Message Authentication & Hashing - Proof That No One Tampered With This // Megha Bose

Helpful context:

Encryption provides confidentiality but not integrity. An adversary who cannot read a ciphertext can still modify it - flipping bits, reordering blocks, or splicing together parts of different ciphertexts - and the recipient may decrypt a meaningless or adversarially controlled message without knowing anything went wrong. The solution is a message authentication code: a keyed tag attached to the message that an adversary cannot forge without knowing the key.

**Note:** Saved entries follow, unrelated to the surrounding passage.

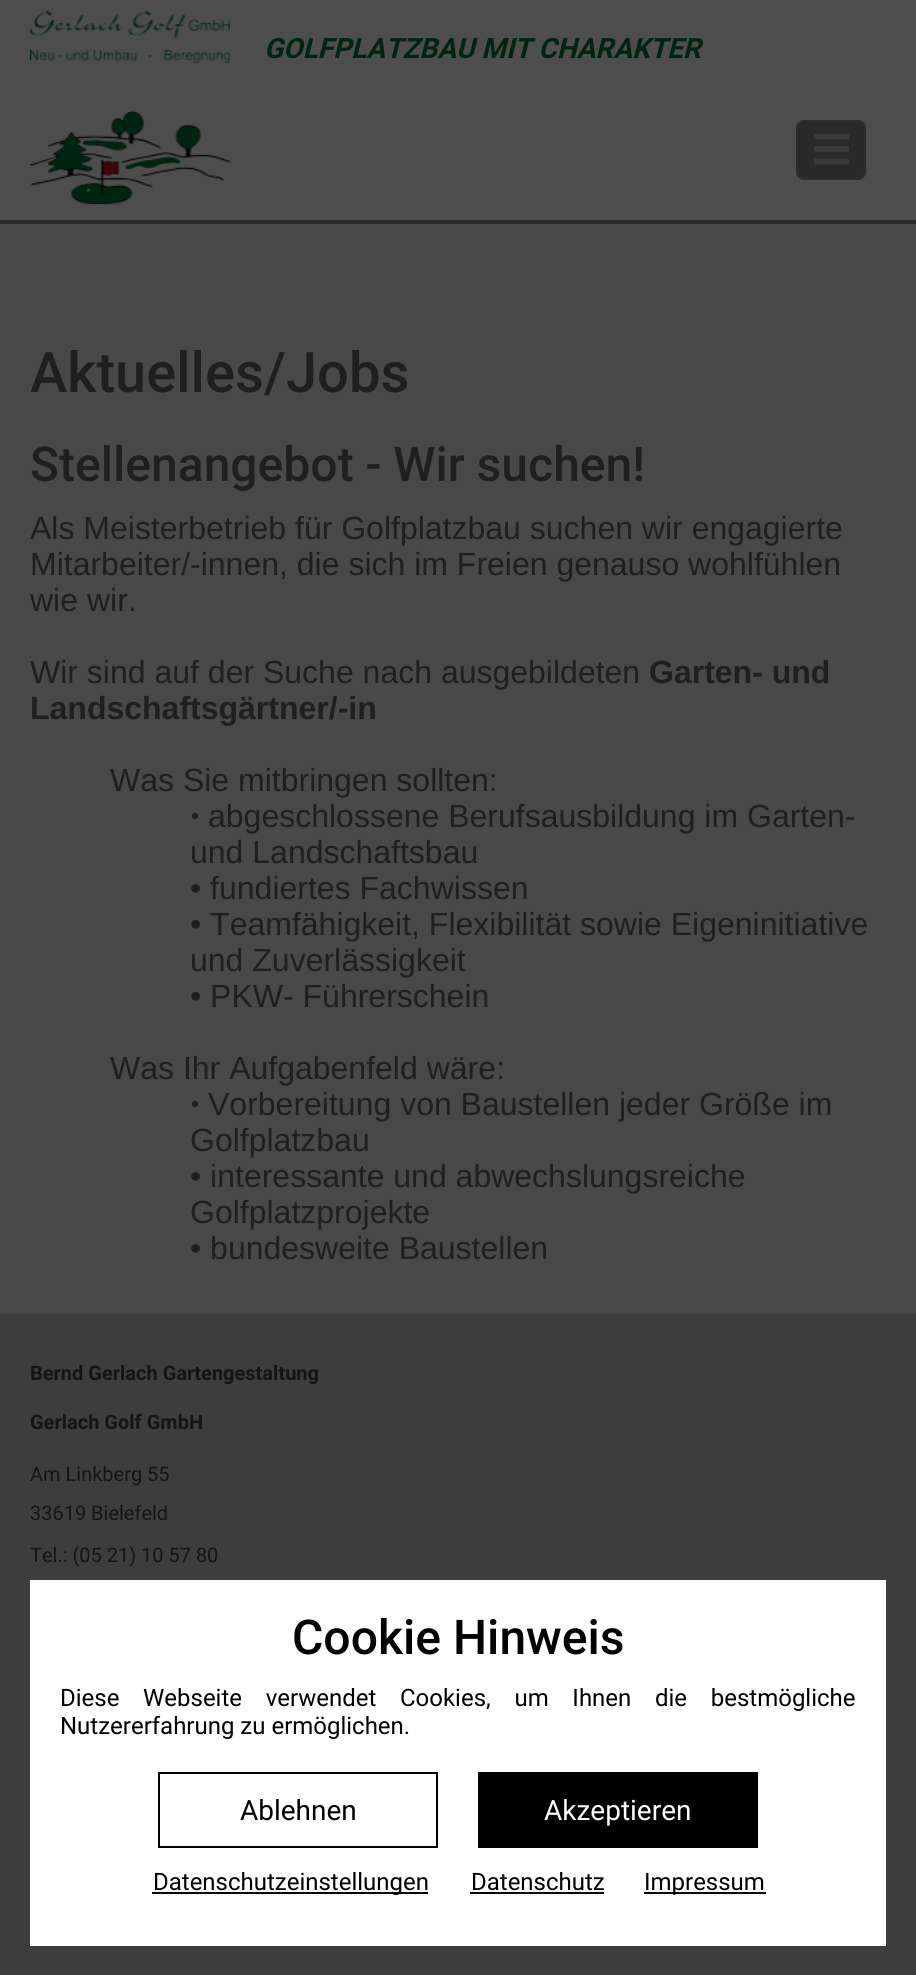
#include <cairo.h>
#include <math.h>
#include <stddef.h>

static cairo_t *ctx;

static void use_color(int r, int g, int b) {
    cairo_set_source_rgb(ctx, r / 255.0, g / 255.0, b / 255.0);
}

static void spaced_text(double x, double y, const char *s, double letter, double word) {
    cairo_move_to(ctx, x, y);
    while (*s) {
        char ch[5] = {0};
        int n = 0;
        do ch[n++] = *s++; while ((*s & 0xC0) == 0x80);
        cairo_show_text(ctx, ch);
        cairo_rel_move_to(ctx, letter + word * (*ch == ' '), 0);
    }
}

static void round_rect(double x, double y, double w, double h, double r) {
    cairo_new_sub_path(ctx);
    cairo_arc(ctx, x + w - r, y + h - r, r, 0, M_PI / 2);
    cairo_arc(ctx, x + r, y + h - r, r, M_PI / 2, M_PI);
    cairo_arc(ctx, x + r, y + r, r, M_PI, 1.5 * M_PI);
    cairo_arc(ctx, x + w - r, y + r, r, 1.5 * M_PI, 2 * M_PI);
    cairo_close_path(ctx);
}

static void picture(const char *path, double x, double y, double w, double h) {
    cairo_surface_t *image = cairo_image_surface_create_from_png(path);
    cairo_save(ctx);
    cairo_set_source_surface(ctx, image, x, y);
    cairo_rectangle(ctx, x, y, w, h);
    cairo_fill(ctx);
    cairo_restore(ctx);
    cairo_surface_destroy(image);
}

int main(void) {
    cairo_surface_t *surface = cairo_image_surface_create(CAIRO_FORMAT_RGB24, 916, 1975);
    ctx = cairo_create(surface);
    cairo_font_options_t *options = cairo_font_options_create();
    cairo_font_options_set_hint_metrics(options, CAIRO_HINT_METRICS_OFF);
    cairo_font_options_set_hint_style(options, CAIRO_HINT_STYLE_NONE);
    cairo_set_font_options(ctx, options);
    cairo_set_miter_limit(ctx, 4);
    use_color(72, 72, 72);
    cairo_paint(ctx);
    use_color(77, 77, 77);
    cairo_rectangle(ctx, 0, 0, 916, 220);
    cairo_fill(ctx);
    use_color(41, 41, 41);
    cairo_rectangle(ctx, 0, 220, 916, 4);
    cairo_fill(ctx);
    picture("img1.png", 30, 10, 200, 195);
    cairo_select_font_face(ctx, "Roboto", CAIRO_FONT_SLANT_ITALIC, CAIRO_FONT_WEIGHT_BOLD);
    cairo_set_font_size(ctx, 28);
    use_color(0, 36, 20);
    cairo_move_to(ctx, 264, 58);
    cairo_show_text(ctx, "GOLFPLATZBAU MIT CHARAKTER");
    use_color(41, 41, 41);
    round_rect(796, 120, 70, 60, 8);
    cairo_fill(ctx);
    round_rect(797, 121, 68, 58, 7);
    cairo_set_source_rgba(ctx, 0.302, 0.302, 0.302, 0.1);
    cairo_stroke(ctx);
    picture("img2.png", 814, 133, 35, 32);
    cairo_select_font_face(ctx, "Roboto Medium", CAIRO_FONT_SLANT_NORMAL, CAIRO_FONT_WEIGHT_NORMAL);
    cairo_set_font_size(ctx, 56);
    use_color(31, 31, 31);
    cairo_move_to(ctx, 30, 392);
    cairo_show_text(ctx, "Aktuelles/Jobs");
    cairo_set_font_size(ctx, 48);
    cairo_move_to(ctx, 30, 481);
    cairo_show_text(ctx, "Stellenangebot - Wir suchen!");
    cairo_select_font_face(ctx, "Liberation Sans", CAIRO_FONT_SLANT_NORMAL, CAIRO_FONT_WEIGHT_NORMAL);
    cairo_set_font_size(ctx, 32);
    cairo_move_to(ctx, 30, 539);
    cairo_show_text(ctx, "Als Meisterbetrieb für Golfplatzbau suchen wir engagierte");
    cairo_move_to(ctx, 30, 575);
    cairo_show_text(ctx, "Mitarbeiter/-innen, die sich im Freien genauso wohlfühlen");
    cairo_move_to(ctx, 30, 611);
    cairo_show_text(ctx, "wie wir.");
    cairo_move_to(ctx, 30, 683);
    cairo_show_text(ctx, "Wir sind auf der Suche nach ausgebildeten");
    cairo_select_font_face(ctx, "Liberation Sans", CAIRO_FONT_SLANT_NORMAL, CAIRO_FONT_WEIGHT_BOLD);
    cairo_move_to(ctx, 649, 683);
    cairo_show_text(ctx, "Garten- und");
    cairo_move_to(ctx, 30, 719);
    cairo_show_text(ctx, "Landschaftsgärtner/-in");
    cairo_select_font_face(ctx, "Liberation Sans", CAIRO_FONT_SLANT_NORMAL, CAIRO_FONT_WEIGHT_NORMAL);
    cairo_move_to(ctx, 110, 791);
    cairo_show_text(ctx, "Was Sie mitbringen sollten:");
    cairo_select_font_face(ctx, "Roboto", CAIRO_FONT_SLANT_NORMAL, CAIRO_FONT_WEIGHT_NORMAL);
    cairo_set_font_size(ctx, 30);
    cairo_move_to(ctx, 190, 827);
    cairo_show_text(ctx, "•");
    cairo_select_font_face(ctx, "Liberation Sans", CAIRO_FONT_SLANT_NORMAL, CAIRO_FONT_WEIGHT_NORMAL);
    cairo_set_font_size(ctx, 32);
    cairo_move_to(ctx, 208, 827);
    cairo_show_text(ctx, "abgeschlossene Berufsausbildung im Garten-");
    cairo_move_to(ctx, 190, 863);
    cairo_show_text(ctx, "und Landschaftsbau");
    cairo_move_to(ctx, 190, 899);
    cairo_show_text(ctx, "• fundiertes Fachwissen");
    cairo_move_to(ctx, 190, 935);
    cairo_show_text(ctx, "• Teamfähigkeit, Flexibilität sowie Eigeninitiative");
    cairo_move_to(ctx, 190, 971);
    cairo_show_text(ctx, "und Zuverlässigkeit");
    cairo_move_to(ctx, 190, 1007);
    cairo_show_text(ctx, "• PKW- Führerschein");
    cairo_move_to(ctx, 110, 1079);
    cairo_show_text(ctx, "Was Ihr Aufgabenfeld wäre:");
    cairo_select_font_face(ctx, "Roboto", CAIRO_FONT_SLANT_NORMAL, CAIRO_FONT_WEIGHT_NORMAL);
    cairo_set_font_size(ctx, 30);
    cairo_move_to(ctx, 190, 1115);
    cairo_show_text(ctx, "•");
    cairo_select_font_face(ctx, "Liberation Sans", CAIRO_FONT_SLANT_NORMAL, CAIRO_FONT_WEIGHT_NORMAL);
    cairo_set_font_size(ctx, 32);
    cairo_move_to(ctx, 208, 1115);
    cairo_show_text(ctx, "Vorbereitung von Baustellen jeder Größe im");
    cairo_move_to(ctx, 190, 1151);
    cairo_show_text(ctx, "Golfplatzbau");
    cairo_move_to(ctx, 190, 1187);
    cairo_show_text(ctx, "• interessante und abwechslungsreiche");
    cairo_move_to(ctx, 190, 1223);
    cairo_show_text(ctx, "Golfplatzprojekte");
    cairo_move_to(ctx, 190, 1259);
    cairo_show_text(ctx, "• bundesweite Baustellen");
    use_color(61, 61, 61);
    cairo_rectangle(ctx, 0, 1314, 916, 661);
    cairo_fill(ctx);
    cairo_select_font_face(ctx, "Roboto", CAIRO_FONT_SLANT_NORMAL, CAIRO_FONT_WEIGHT_BOLD);
    cairo_set_font_size(ctx, 20);
    use_color(20, 20, 20);
    cairo_move_to(ctx, 30, 1380);
    cairo_show_text(ctx, "Bernd Gerlach Gartengestaltung");
    cairo_move_to(ctx, 30, 1429);
    cairo_show_text(ctx, "Gerlach Golf GmbH");
    cairo_select_font_face(ctx, "Roboto", CAIRO_FONT_SLANT_NORMAL, CAIRO_FONT_WEIGHT_NORMAL);
    cairo_move_to(ctx, 30, 1481);
    cairo_show_text(ctx, "Am Linkberg 55");
    cairo_move_to(ctx, 30, 1520);
    cairo_show_text(ctx, "33619 Bielefeld");
    cairo_move_to(ctx, 30, 1562);
    cairo_show_text(ctx, "Tel.: (05 21) 10 57 80");
    use_color(255, 255, 255);
    cairo_rectangle(ctx, 30, 1580, 856, 366);
    cairo_fill(ctx);
    cairo_select_font_face(ctx, "Roboto Medium", CAIRO_FONT_SLANT_NORMAL, CAIRO_FONT_WEIGHT_NORMAL);
    cairo_set_font_size(ctx, 48);
    use_color(0, 0, 0);
    cairo_move_to(ctx, 292, 1654);
    cairo_show_text(ctx, "Cookie Hinweis");
    cairo_select_font_face(ctx, "Roboto", CAIRO_FONT_SLANT_NORMAL, CAIRO_FONT_WEIGHT_NORMAL);
    cairo_set_font_size(ctx, 24);
    spaced_text(60, 1706, "Diese Webseite verwendet Cookies, um Ihnen die bestmögliche", 0, 17.75);
    cairo_move_to(ctx, 60, 1734);
    cairo_show_text(ctx, "Nutzererfahrung zu ermöglichen.");
    cairo_rectangle(ctx, 159, 1773, 278, 74);
    cairo_stroke(ctx);
    cairo_set_font_size(ctx, 28);
    cairo_move_to(ctx, 240, 1820);
    cairo_show_text(ctx, "Ablehnen");
    cairo_rectangle(ctx, 478, 1772, 280, 76);
    cairo_fill(ctx);
    use_color(255, 255, 255);
    cairo_move_to(ctx, 544, 1820);
    cairo_show_text(ctx, "Akzeptieren");
    use_color(0, 0, 0);
    cairo_rectangle(ctx, 152, 1892, 276, 2);
    cairo_fill(ctx);
    cairo_set_font_size(ctx, 24);
    cairo_move_to(ctx, 153, 1890);
    cairo_show_text(ctx, "Datenschutzeinstellungen");
    cairo_move_to(ctx, 471, 1890);
    cairo_show_text(ctx, "Datenschutz");
    cairo_rectangle(ctx, 470, 1892, 134, 2);
    cairo_fill(ctx);
    cairo_rectangle(ctx, 644, 1892, 122, 2);
    cairo_fill(ctx);
    cairo_move_to(ctx, 644, 1890);
    cairo_show_text(ctx, "Impressum");
    cairo_surface_write_to_png(surface, "result.png");
    cairo_font_options_destroy(options);
    cairo_destroy(ctx);
    cairo_surface_destroy(surface);
    return 0;
}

Hash functions add another layer: collision-resistant functions that compress arbitrary-length inputs to short digests, enabling efficient commitments and combined authentication. The two ideas - keyed MACs and unkeyed collision-resistant hashing - interact in subtle ways. A naive attempt to combine them (just prepend the key to the message and hash) breaks in ways that are not immediately obvious. Building secure constructions requires understanding exactly what each primitive guarantees and where each one fails.

This post builds both from scratch. We start with the definition of a MAC and the precise security game it must win, examine several constructions that look plausible but break, build up to provably secure CBC-MAC variants, then develop collision-resistant hashing and the Merkle-Damgård transform before arriving at HMAC - the construction that ties everything together and eliminates the length extension problem that undermines simpler hash-based MACs.

Data Integrity

The data integrity problem: given a message $m$ and a tag $t$, verify that $m$ was not modified in transit by anyone who doesn’t know the secret key.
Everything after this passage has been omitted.